Give them their fill
Whether you know it or not, your clients have increasing expectations of the services you deliver to them. If they’re not yet asking for the “whole picture” of their personal financial situation, they will soon. The capability of aggregating account data into a single source or dashboard available to clients is beginning to form a dividing line between advisors: those than can and those that can’t. If you can’t aggregate your client’s whole financial picture, you give the competition an opportunity to attack your relationships with simpler services built on delivering the whole pie.
Account smorgasbord
In the past, clients really didn’t have an option to view all their accounts in one report. If they selected you as their advisor, they needed to move all of their investable assets to your custodian. Doing so gave you the ability to trade securities on the client’s behalf, download and reconcile transactions in the account, and generate performance and net worth reports from your portfolio accounting software. But even back then, accounts moved to your custodian didn’t always represent the client’s entire financial picture.

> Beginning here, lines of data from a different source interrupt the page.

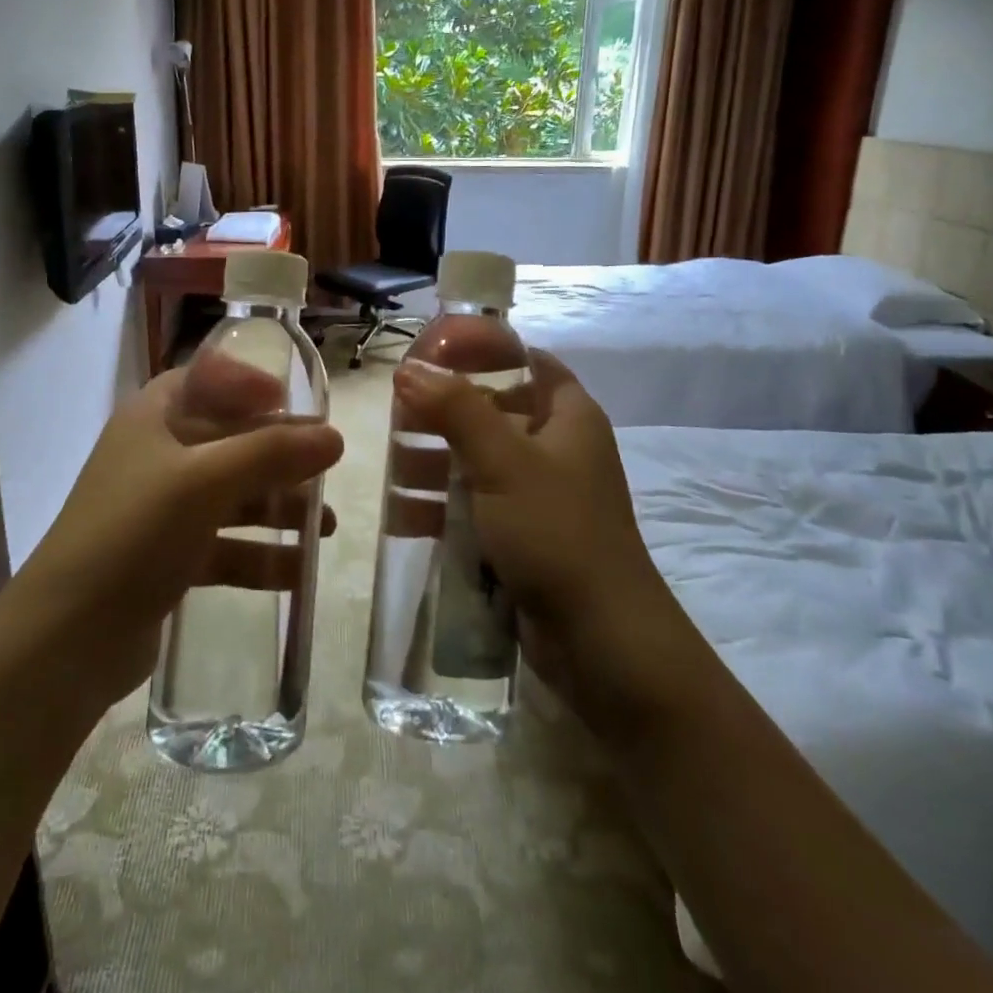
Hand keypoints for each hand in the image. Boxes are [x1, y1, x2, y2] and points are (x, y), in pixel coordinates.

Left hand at [21, 352, 342, 707]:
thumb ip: (272, 453)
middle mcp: (156, 456)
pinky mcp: (167, 560)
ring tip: (327, 527)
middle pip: (229, 440)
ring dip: (278, 508)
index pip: (205, 380)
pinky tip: (299, 572)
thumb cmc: (134, 531)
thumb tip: (335, 436)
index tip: (293, 401)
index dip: (249, 384)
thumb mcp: (205, 480)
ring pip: (231, 497)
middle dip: (280, 455)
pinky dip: (260, 555)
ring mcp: (161, 511)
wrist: (67, 638)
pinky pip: (225, 546)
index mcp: (153, 417)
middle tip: (328, 468)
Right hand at [392, 351, 698, 738]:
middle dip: (446, 415)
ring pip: (481, 463)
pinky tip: (404, 517)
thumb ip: (455, 409)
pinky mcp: (526, 537)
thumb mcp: (502, 461)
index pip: (528, 362)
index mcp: (568, 417)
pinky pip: (479, 507)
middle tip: (398, 416)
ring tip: (391, 471)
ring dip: (438, 465)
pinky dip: (446, 507)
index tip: (434, 354)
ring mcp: (542, 497)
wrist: (601, 639)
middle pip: (495, 413)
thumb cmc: (556, 531)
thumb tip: (408, 367)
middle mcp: (559, 450)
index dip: (485, 352)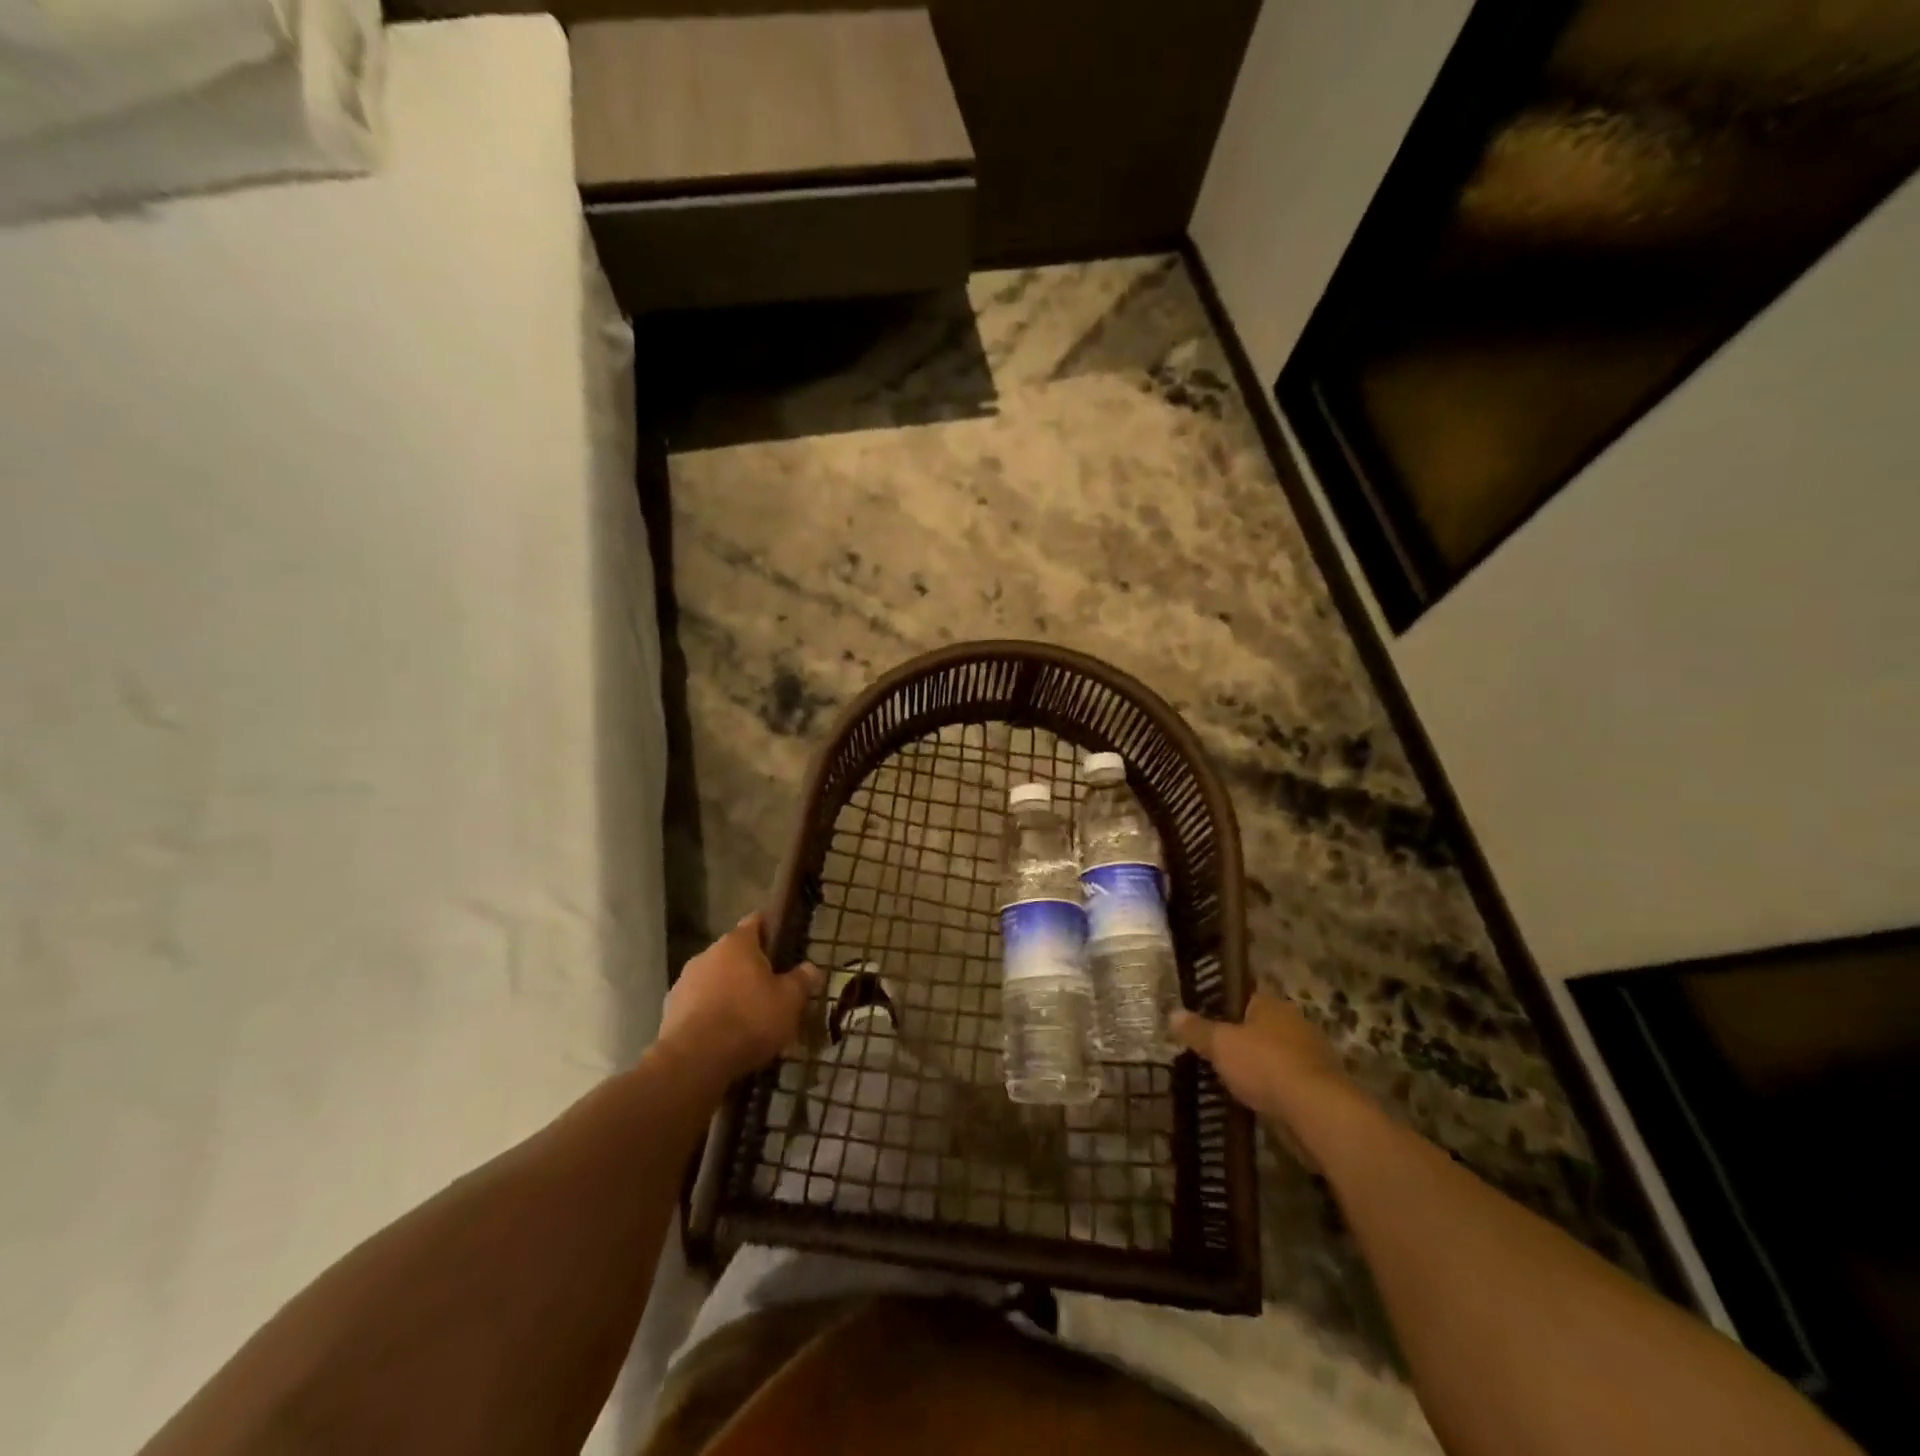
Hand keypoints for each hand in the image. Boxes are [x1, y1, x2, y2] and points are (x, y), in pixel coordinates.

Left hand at [657, 913, 823, 1087]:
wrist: (694, 1061)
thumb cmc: (749, 1020)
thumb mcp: (789, 1001)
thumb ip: (802, 980)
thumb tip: (811, 968)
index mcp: (737, 943)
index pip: (757, 921)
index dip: (772, 930)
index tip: (785, 945)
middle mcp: (707, 954)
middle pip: (735, 953)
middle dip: (751, 968)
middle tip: (772, 990)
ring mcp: (684, 981)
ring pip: (715, 979)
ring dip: (729, 991)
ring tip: (748, 1019)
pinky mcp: (670, 1010)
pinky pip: (698, 1005)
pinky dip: (711, 1013)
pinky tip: (724, 1036)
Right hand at [1171, 991, 1364, 1158]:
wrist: (1316, 1111)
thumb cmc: (1265, 1064)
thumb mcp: (1220, 1045)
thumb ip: (1197, 1030)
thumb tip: (1173, 1013)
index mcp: (1272, 1005)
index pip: (1246, 998)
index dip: (1226, 1009)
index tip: (1209, 1023)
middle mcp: (1296, 1024)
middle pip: (1263, 1028)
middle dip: (1244, 1041)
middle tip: (1218, 1055)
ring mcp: (1313, 1056)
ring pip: (1278, 1056)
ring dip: (1262, 1068)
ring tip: (1234, 1082)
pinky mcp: (1322, 1088)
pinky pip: (1290, 1083)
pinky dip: (1276, 1091)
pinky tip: (1258, 1103)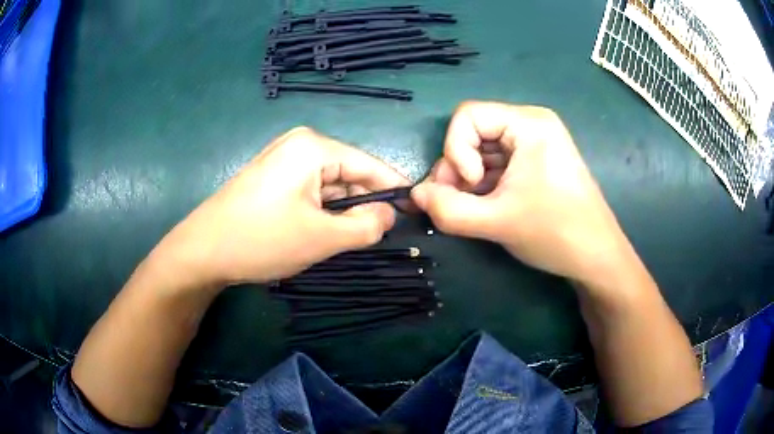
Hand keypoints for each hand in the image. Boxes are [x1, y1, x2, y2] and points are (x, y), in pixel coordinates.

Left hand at [151, 127, 409, 287]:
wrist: (202, 251)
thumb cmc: (262, 239)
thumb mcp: (322, 237)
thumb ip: (366, 225)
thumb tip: (389, 215)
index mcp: (314, 147)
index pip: (369, 165)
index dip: (395, 188)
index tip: (416, 210)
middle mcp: (300, 145)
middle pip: (349, 174)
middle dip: (364, 204)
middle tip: (378, 236)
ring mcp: (283, 160)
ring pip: (330, 185)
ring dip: (341, 211)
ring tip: (346, 239)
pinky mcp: (273, 177)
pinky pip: (311, 190)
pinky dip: (322, 211)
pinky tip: (320, 232)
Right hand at [412, 101, 628, 283]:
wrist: (596, 257)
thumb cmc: (555, 233)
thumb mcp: (496, 222)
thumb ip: (448, 209)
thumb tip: (414, 195)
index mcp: (529, 123)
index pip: (467, 116)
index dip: (456, 150)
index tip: (472, 186)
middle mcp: (532, 124)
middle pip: (473, 132)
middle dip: (458, 168)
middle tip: (457, 204)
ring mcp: (535, 143)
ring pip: (482, 150)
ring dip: (468, 180)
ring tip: (472, 210)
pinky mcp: (536, 162)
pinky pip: (498, 163)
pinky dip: (484, 184)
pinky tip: (486, 207)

Now, most clients have retirement accounts and outside holdings that can’t be moved to your custodian for a variety of reasons. Until recently, you’ve had to ask for statements from those outside accounts and manually enter holding information into your software, or just chose not to monitor them at all. Neither route is the most productive way to use your time and resources.
Over time, account aggregation vendors entered the market to provide a partial solution to this problem by automatically pulling the data into your software. But advisors have been slow to adopt these tools, in part because it’s not always clear that the value of automating backend data alone outweighs the cost. Meanwhile, consumer expectations of convenience and accessibility continue to trend up. How is it that a cell phone can be used to set the house alarm, but my financial advisor can’t give me a way to see all of my investments? Is there someone who can?
If you don’t offer the answer – the whole pie – someone else will
Consumers have a growing number of free options to view all their personal finance and savings data in one place. Web software like Mint.com, Bundle, and yes, [unapologetic commercial message] even Blueleaf can aggregate information from a variety of financial institutions and produce informative reports in an easily digestible format. The thing is, if your clients use those consumer-only services, you’re left out of the conversation. Worse than that, alternative service providers like Personal Capital get to MARKET DIRECTLY TO YOUR CLIENTS. And yes, Personal Capital allows users to see all their accounts in one place.
Just desserts
If you choose to exclude clients’ outside holdings from your reports, clients will be taking a step backwards when they engage your firm. They already have the means to access comprehensive reports with all their holdings for free without having to move a single account to your firm.
That means if you want to remain relevant and stay a part of the conversation with your clients, the ability to aggregate all your clients’ account information is no longer optional for your firm. They value the “whole pie” view financial planning software gives clients far outweighs a single slice.